• Instructions to follow: Write out the listing below character for character, though without its pictures.

= = =

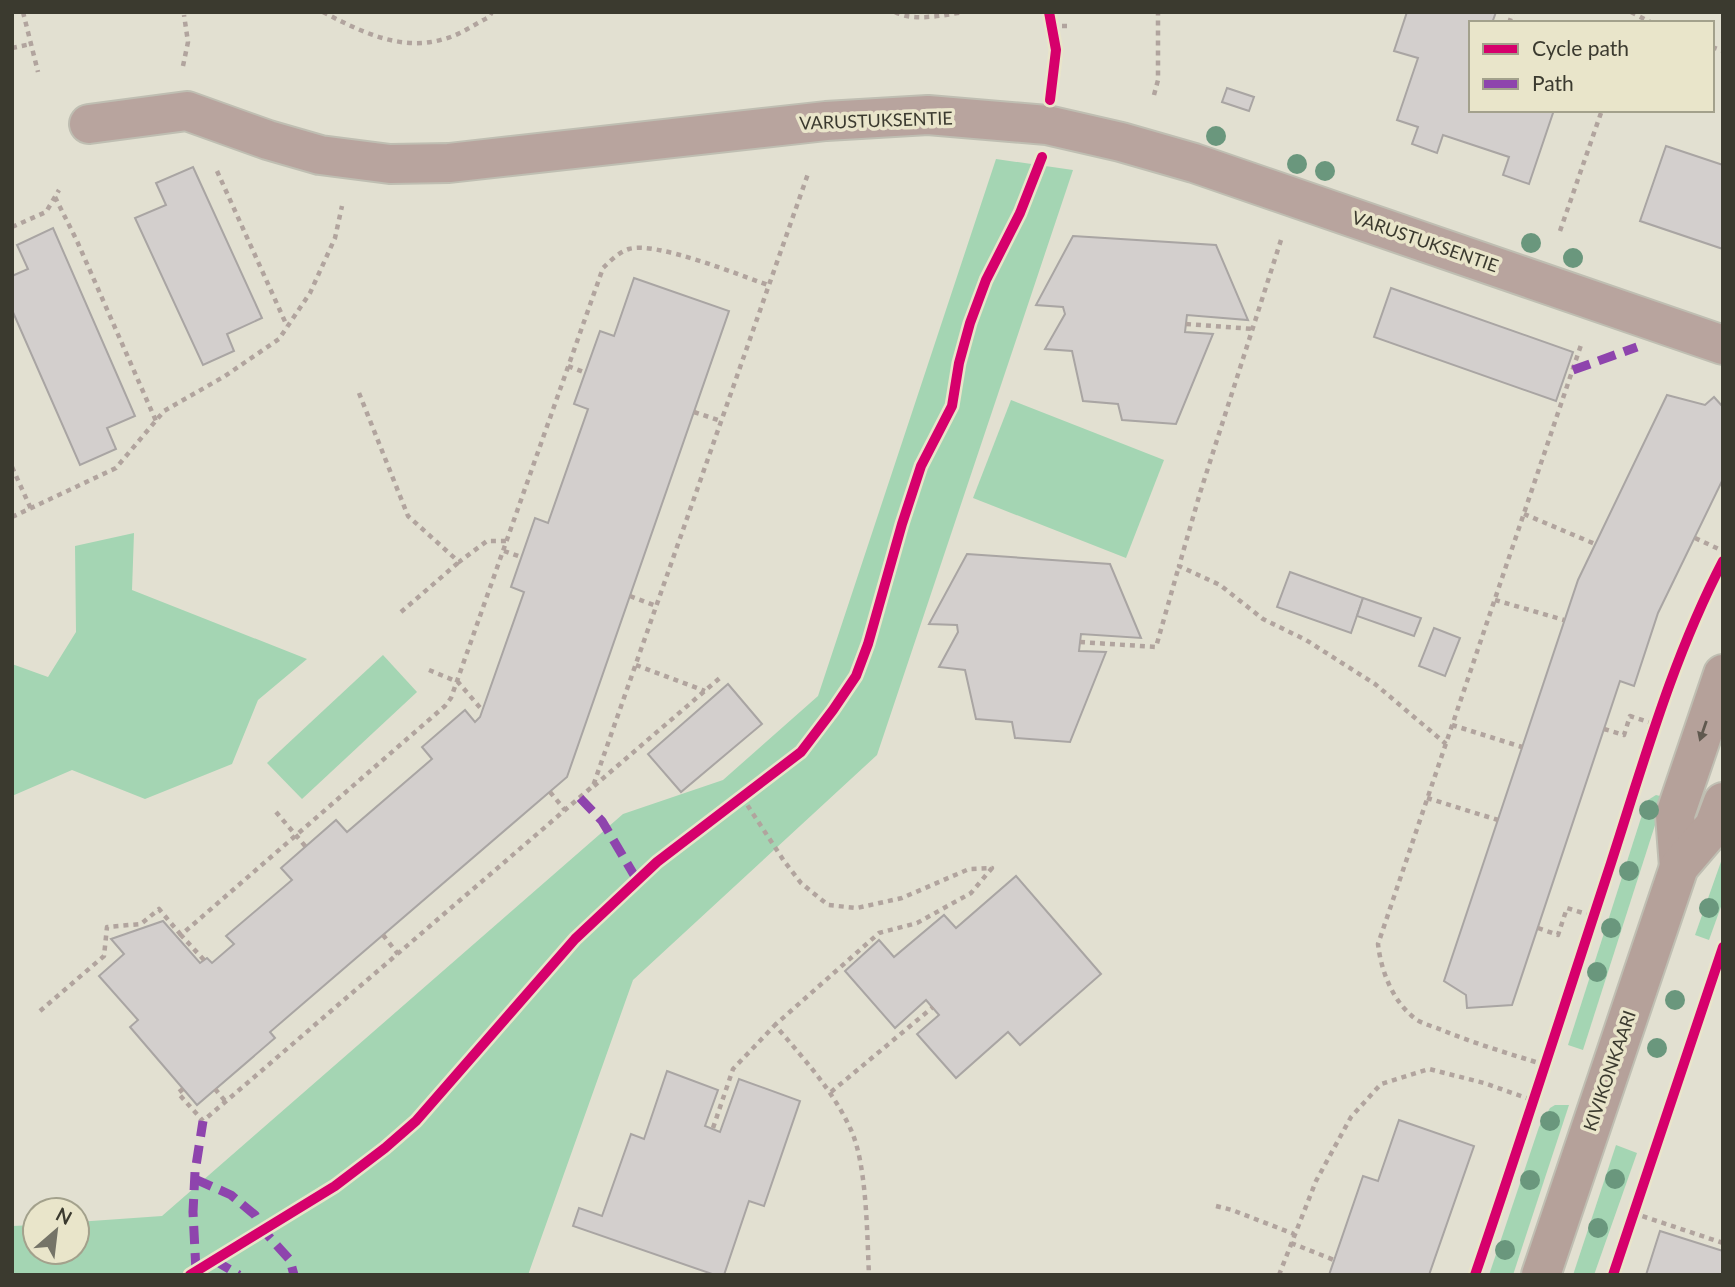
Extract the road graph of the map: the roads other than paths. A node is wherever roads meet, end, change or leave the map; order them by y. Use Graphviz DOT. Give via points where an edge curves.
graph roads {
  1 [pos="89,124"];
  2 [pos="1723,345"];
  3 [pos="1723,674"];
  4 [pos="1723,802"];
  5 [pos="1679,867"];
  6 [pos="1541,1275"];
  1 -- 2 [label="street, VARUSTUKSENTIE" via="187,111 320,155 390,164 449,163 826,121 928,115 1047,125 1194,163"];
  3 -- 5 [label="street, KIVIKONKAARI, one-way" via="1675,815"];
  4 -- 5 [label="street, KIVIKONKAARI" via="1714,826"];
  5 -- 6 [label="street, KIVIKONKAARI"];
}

= = =

• Reply to the task:
Extract the road graph of the map: the roads other than paths. A node is wherever roads meet, end, change or leave the map; order them by y. Use Graphviz DOT. Give via points where an edge curves.
graph roads {
  1 [pos="89,124"];
  2 [pos="1723,345"];
  3 [pos="1723,674"];
  4 [pos="1723,802"];
  5 [pos="1679,867"];
  6 [pos="1541,1275"];
  1 -- 2 [label="street, VARUSTUKSENTIE" via="187,111 320,155 390,164 449,163 826,121 928,115 1047,125 1194,163"];
  3 -- 5 [label="street, KIVIKONKAARI, one-way" via="1675,815"];
  4 -- 5 [label="street, KIVIKONKAARI" via="1714,826"];
  5 -- 6 [label="street, KIVIKONKAARI"];
}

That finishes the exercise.